The Cap’n and I had some shopping to do in Jerusalem today, so we packed up Bill, a few baby supplies (roughly equivalent to the volume of Bill himself) and drove off to the Big City. In the course of the morning, we had four interactions centering around our newborn that are both universal and uniquely Israeli.
We had browsed for about twenty minutes in a lighting store, and by the time we left, the heat of all the lights was starting to get to Bill and me. (I felt as though I had a roasting turkey strapped to my front.) We were both relieved to get out into the fresh air on this pleasant, not-so-wintry (mid-50s Fahrenheit) day. It took all of 30 seconds for an Israeli woman to approach me with a solicitous look on her face. “Do you speak Hebrew?” she asked. I answered yes. She asked, “Don’t you think he needs a hat on his head? It’s so cold out…” (People often catalog this among a handful of quintessential Israeli conversations.)
Trolling down the frozen food aisle, an elderly woman came up to the Cap’n (who had assumed his turn carrying the turkey) and said, “I’m sorry, it’s just too much.” Prepared for another tongue-lashing for dressing my newborn inappropriately, I asked, “What is just too much?” She beamed, reached out, and gently grasped Bill’s hand. She asked how old he is, if we were Jews (so she could wish us mazal tov), and told us she has great-grandchildren. She wished us a long life of nachas from him. (We don’t ordinarily like to encourage strangers to touch our baby’s hands without washing theirs first, but she got to him first.)
Waiting in line, there was a young man who asked how old Bill was.

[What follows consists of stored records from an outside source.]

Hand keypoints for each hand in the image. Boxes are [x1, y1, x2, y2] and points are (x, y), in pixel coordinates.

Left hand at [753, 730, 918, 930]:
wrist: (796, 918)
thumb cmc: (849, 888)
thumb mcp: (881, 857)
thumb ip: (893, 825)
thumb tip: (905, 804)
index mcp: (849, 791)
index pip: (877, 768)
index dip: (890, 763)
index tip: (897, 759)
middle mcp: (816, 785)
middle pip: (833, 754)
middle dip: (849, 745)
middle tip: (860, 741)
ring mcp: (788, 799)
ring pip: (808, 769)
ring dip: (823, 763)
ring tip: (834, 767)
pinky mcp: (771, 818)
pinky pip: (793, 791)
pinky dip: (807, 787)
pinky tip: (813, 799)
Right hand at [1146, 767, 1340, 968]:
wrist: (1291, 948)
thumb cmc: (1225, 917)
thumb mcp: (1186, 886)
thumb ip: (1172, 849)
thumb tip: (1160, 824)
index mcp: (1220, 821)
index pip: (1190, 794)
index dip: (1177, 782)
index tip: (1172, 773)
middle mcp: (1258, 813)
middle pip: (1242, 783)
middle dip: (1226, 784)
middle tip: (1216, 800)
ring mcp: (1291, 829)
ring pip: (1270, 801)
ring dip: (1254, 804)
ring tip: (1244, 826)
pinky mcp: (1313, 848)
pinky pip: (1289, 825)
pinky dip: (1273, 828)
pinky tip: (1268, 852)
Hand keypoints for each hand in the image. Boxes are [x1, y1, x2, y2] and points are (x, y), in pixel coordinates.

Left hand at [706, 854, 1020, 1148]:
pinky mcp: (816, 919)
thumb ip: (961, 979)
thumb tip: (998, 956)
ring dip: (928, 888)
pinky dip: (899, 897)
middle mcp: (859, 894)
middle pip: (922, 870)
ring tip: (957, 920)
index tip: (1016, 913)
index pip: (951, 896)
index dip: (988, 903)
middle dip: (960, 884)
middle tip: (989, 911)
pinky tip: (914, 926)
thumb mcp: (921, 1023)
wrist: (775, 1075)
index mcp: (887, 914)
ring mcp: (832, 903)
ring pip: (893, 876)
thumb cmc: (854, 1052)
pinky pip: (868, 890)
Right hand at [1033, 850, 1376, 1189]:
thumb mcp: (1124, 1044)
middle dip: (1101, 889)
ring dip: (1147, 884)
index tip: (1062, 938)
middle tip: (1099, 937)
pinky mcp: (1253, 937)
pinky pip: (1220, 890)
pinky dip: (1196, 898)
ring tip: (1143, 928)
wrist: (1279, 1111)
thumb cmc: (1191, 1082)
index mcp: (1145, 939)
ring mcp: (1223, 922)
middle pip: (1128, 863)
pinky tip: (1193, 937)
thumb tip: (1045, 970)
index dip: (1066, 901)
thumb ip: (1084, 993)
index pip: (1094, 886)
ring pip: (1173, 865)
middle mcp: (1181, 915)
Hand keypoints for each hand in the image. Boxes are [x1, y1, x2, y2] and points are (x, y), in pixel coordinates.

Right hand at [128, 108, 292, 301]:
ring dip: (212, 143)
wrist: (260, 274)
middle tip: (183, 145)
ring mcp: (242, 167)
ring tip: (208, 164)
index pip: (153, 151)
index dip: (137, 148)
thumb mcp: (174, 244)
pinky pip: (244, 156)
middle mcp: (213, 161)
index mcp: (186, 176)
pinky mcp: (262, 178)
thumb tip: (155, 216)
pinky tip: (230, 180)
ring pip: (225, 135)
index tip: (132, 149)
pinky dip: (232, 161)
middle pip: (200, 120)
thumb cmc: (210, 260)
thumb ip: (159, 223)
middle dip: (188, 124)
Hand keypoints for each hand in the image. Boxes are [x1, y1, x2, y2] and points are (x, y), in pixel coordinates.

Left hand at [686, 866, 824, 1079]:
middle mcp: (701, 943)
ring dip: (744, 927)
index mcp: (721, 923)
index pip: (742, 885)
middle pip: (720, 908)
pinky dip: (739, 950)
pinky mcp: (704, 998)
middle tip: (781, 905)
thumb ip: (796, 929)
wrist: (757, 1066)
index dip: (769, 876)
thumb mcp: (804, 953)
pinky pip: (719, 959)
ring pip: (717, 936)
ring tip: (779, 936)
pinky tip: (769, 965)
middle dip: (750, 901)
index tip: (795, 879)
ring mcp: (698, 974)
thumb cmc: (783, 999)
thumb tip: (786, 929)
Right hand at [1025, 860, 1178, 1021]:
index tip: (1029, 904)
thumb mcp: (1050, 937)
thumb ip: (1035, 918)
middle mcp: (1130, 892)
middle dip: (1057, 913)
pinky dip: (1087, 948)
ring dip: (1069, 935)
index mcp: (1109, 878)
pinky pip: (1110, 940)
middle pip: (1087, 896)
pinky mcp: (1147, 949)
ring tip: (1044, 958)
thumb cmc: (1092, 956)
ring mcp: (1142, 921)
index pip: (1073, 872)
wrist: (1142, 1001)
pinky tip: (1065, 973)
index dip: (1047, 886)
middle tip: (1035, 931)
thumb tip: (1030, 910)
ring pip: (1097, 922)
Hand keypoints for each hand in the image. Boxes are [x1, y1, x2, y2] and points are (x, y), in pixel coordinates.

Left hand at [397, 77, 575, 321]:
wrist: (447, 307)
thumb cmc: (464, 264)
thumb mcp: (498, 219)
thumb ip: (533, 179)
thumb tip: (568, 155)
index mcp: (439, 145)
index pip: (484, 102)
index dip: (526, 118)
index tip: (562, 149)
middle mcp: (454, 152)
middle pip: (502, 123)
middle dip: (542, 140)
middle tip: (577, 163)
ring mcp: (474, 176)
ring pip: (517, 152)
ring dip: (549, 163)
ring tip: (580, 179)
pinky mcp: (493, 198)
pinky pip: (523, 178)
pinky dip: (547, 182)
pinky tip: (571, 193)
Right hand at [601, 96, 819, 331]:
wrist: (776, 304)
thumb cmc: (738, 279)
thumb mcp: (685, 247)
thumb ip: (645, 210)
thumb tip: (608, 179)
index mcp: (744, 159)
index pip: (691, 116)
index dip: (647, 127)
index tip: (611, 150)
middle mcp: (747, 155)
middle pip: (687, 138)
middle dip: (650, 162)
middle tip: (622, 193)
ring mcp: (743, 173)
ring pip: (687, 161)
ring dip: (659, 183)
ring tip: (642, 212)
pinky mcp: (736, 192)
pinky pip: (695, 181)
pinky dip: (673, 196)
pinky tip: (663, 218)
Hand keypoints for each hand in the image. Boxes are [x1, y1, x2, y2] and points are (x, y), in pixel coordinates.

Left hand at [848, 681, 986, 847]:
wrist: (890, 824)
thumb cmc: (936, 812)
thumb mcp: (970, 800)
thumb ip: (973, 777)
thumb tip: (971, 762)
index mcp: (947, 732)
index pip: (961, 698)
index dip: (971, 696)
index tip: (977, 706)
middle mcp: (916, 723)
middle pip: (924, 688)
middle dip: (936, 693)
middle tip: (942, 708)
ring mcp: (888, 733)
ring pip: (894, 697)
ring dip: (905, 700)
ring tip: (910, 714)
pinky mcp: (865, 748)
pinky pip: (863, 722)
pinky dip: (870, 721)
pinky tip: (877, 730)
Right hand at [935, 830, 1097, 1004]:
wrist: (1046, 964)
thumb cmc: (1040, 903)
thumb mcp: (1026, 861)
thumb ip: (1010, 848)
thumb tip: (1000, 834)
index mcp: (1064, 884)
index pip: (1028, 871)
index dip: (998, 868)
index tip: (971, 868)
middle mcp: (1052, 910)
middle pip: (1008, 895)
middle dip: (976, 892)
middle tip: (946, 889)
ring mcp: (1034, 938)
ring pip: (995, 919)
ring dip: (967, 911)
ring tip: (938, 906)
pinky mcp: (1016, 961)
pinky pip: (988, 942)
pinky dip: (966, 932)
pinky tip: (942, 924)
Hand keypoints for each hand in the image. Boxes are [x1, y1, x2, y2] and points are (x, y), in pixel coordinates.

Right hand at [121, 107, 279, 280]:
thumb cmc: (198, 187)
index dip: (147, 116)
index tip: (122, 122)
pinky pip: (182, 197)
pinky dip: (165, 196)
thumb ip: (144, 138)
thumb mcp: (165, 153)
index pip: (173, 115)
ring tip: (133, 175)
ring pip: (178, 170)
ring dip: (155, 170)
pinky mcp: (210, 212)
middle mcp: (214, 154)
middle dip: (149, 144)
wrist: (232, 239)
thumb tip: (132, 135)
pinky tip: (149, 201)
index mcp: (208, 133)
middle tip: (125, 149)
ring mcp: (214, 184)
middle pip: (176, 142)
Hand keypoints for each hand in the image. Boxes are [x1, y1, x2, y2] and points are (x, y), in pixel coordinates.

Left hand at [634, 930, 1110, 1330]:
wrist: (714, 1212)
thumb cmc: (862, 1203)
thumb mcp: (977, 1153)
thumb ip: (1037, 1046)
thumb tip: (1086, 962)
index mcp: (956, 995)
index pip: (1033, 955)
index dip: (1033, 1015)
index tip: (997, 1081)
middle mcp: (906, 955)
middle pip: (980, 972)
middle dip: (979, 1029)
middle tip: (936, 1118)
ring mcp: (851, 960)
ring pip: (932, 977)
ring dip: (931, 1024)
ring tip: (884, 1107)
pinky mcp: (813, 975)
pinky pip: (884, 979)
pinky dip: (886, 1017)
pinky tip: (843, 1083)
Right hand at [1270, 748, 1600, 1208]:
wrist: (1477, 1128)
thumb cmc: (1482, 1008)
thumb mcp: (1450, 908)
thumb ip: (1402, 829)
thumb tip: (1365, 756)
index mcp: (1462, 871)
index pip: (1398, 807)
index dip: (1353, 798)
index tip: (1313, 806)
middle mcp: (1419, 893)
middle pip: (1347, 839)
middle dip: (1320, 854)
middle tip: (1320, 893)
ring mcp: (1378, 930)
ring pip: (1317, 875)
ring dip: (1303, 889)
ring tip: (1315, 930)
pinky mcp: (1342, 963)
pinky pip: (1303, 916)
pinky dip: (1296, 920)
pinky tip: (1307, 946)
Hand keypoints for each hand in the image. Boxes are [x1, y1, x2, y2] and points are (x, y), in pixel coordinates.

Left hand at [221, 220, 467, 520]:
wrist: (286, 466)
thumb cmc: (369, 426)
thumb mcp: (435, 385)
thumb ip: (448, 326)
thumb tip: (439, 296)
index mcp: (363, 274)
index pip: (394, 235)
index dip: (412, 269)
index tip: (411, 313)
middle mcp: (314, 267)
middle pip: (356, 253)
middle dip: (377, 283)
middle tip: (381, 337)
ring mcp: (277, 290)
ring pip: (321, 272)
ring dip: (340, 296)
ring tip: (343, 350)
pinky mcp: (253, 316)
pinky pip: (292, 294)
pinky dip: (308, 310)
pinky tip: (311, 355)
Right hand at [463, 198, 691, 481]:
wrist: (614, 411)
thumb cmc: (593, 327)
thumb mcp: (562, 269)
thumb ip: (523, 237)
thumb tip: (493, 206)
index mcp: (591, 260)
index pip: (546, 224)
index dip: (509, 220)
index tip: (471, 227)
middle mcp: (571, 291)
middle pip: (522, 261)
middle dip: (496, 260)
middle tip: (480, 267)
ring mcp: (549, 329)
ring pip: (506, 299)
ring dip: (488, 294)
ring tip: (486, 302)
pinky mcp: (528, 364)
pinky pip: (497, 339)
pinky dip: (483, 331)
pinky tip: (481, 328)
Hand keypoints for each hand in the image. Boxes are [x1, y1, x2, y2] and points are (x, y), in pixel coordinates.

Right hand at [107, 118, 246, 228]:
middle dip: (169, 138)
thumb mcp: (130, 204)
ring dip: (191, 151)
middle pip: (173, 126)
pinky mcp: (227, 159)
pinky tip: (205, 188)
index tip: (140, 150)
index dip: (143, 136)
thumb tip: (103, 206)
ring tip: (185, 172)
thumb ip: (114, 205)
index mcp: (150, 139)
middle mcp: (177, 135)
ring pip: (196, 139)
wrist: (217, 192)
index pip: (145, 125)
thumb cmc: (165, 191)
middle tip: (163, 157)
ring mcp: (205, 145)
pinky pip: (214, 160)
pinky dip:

Once we had corrected him on Bill’s sex (like most people, he took Bill’s supposedly gender-neutral purple fleece and his sisters’ hand-me-down hot pink hat as evidence of Bill’s femininity), we went through the usual baby conversation. He told us he has a five-month-old, asked where we’d given birth, was interested to hear Bill had been born at home, etc. etc.
Also waiting in line were a half dozen Arab women, one of whom was holding a baby perhaps six months old. Smiles were exchanged, I nodded approvingly to their very cute boy and said, “HE has a hat!” They cooed and murmured in Arabic, indicating Bill. It drove home the point that I often sense living here: that on an individual basis, most people co-exist fairly amicably here, with Jews and Arabs working and shopping in the same places. It’s just the big picture that gets troublesome. I looked at these two little boys, only a couple of months apart in age, and the thought occurred to me that they could someday end up on opposite ends of a battlefield. (One of my first thoughts when Bill was born was, “We have a soldier.”)
But for now, at least, we can ooh and aah over them, and relish the small things like standing in line together at the grocery store.
Hope that what you “predict” about these two little boys might never come true.